TASK
Go through the data and report each line that holds the string "from".

DATA FOR THIS TASK
====================

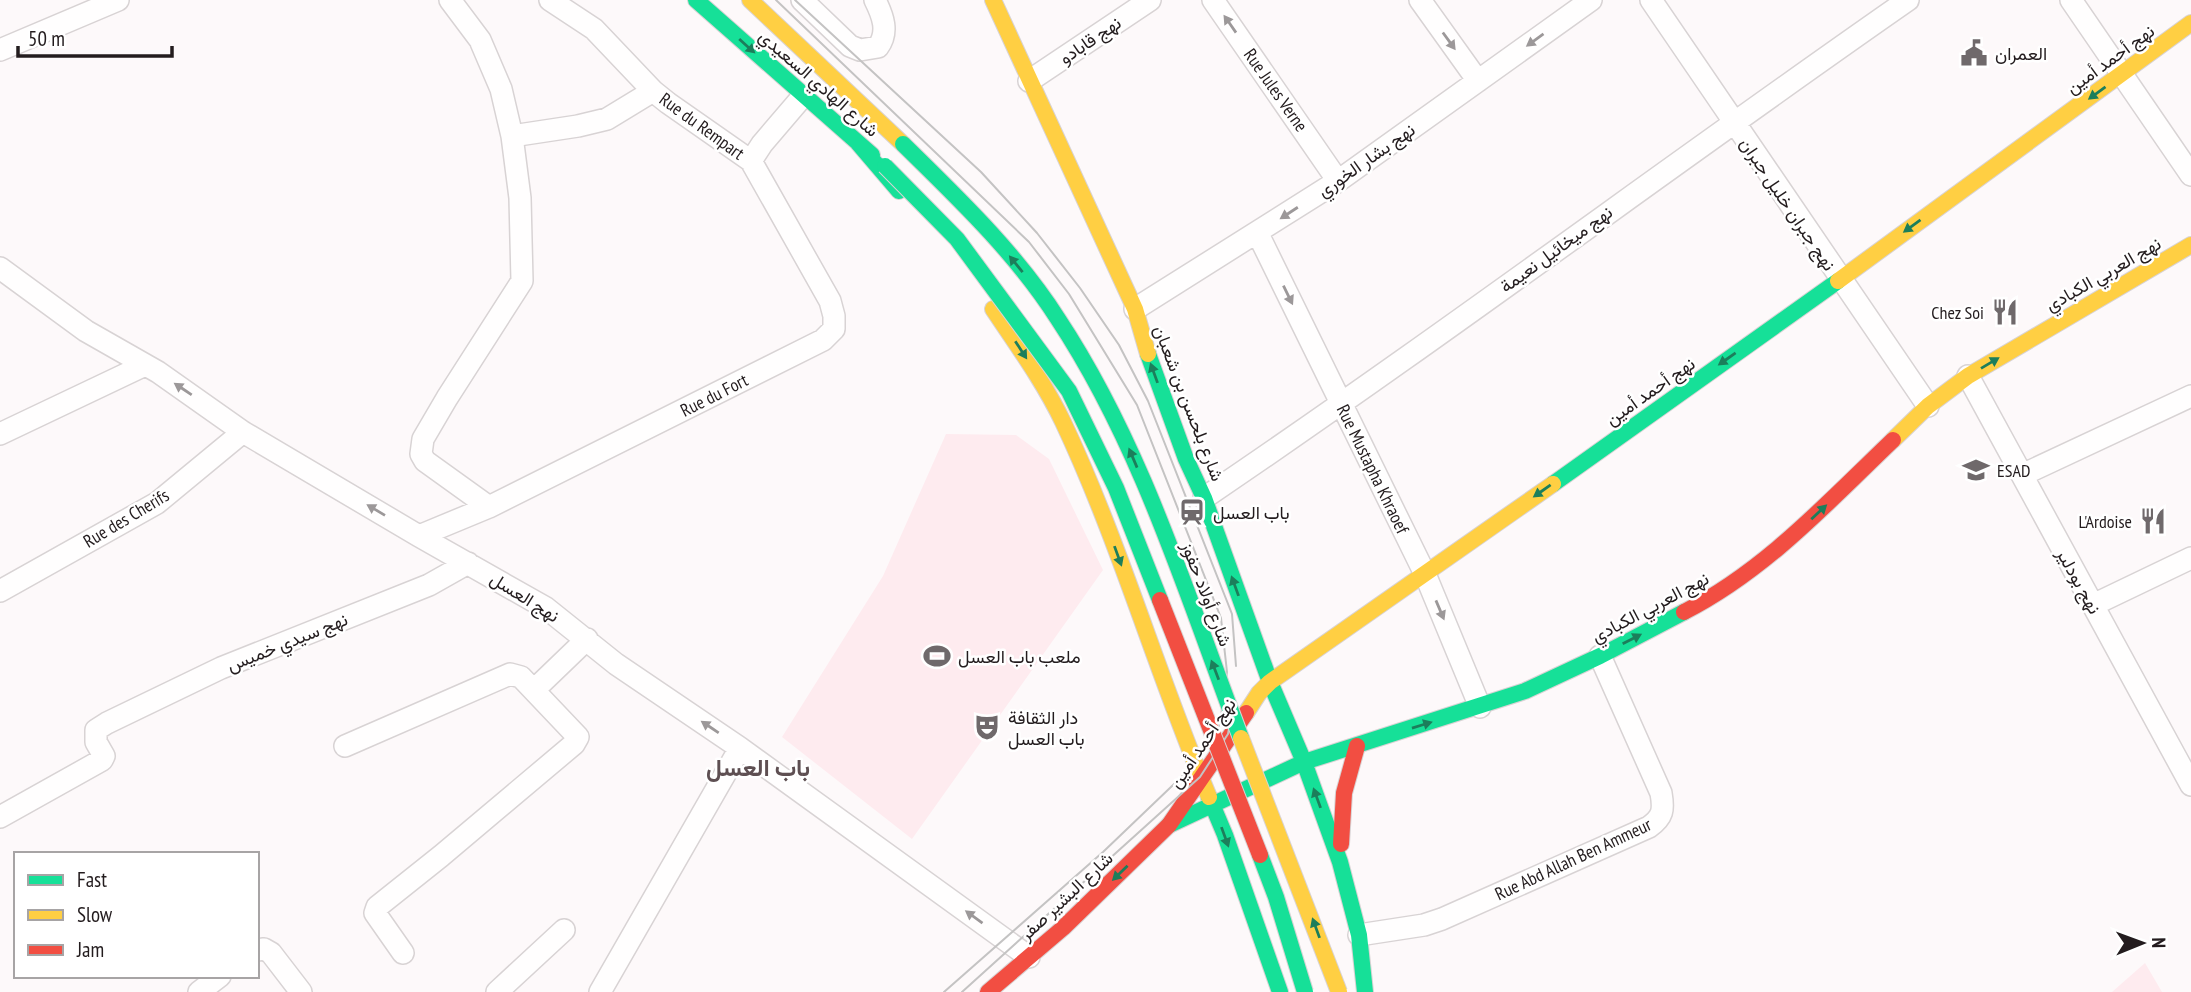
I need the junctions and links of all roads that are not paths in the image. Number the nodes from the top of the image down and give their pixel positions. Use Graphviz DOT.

====================

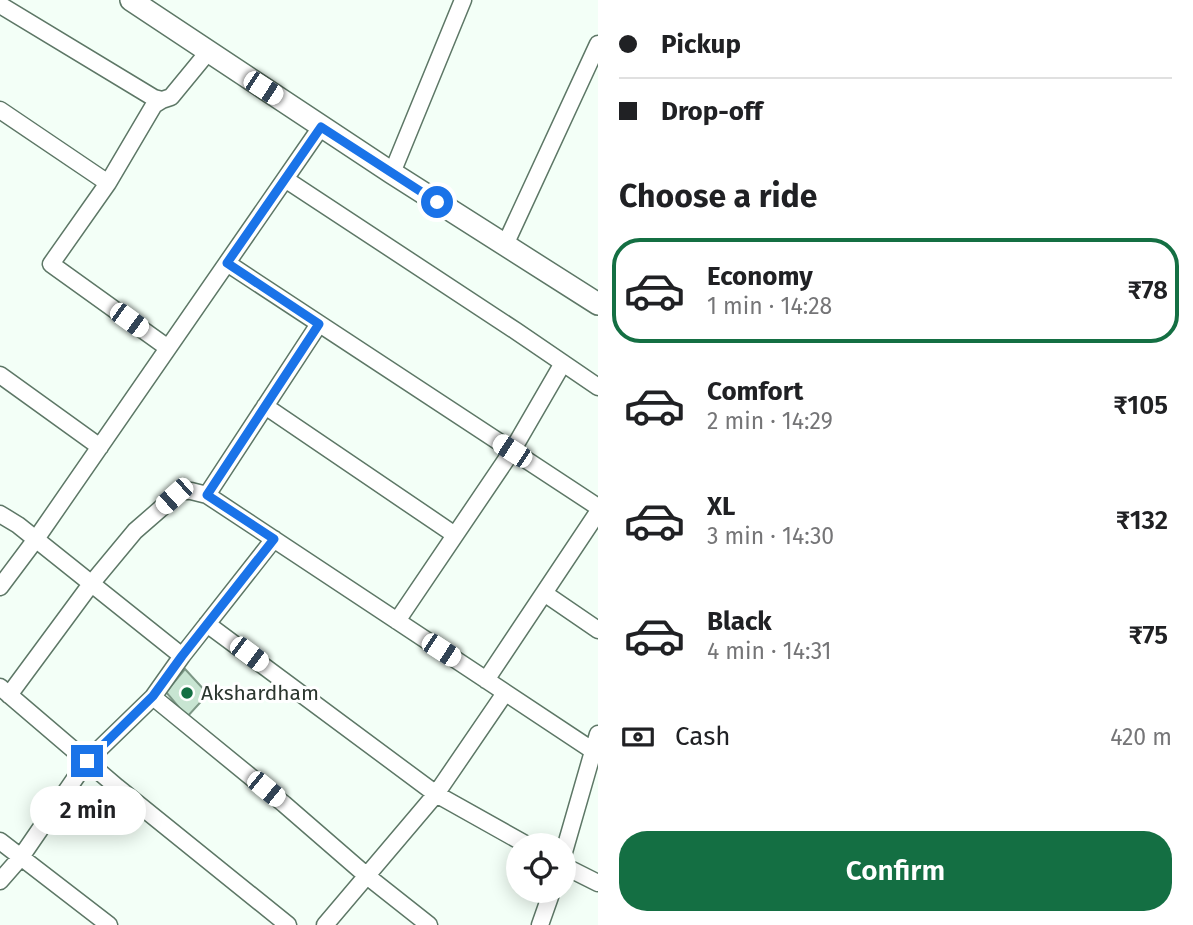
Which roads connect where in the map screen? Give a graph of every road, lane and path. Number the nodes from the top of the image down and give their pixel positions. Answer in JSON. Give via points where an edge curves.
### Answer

====================

EXPECTED OUTPUT
I need the junctions and links of all roads that are not paths in the image. Number the nodes from the top of the image down and give their pixel positions. Use Graphviz DOT.
Which roads connect where in the map screen? Give a graph of every road, lane and path. Number the nodes from the top of the image down and give their pixel positions. Answer in JSON. Give via points where an edge curves.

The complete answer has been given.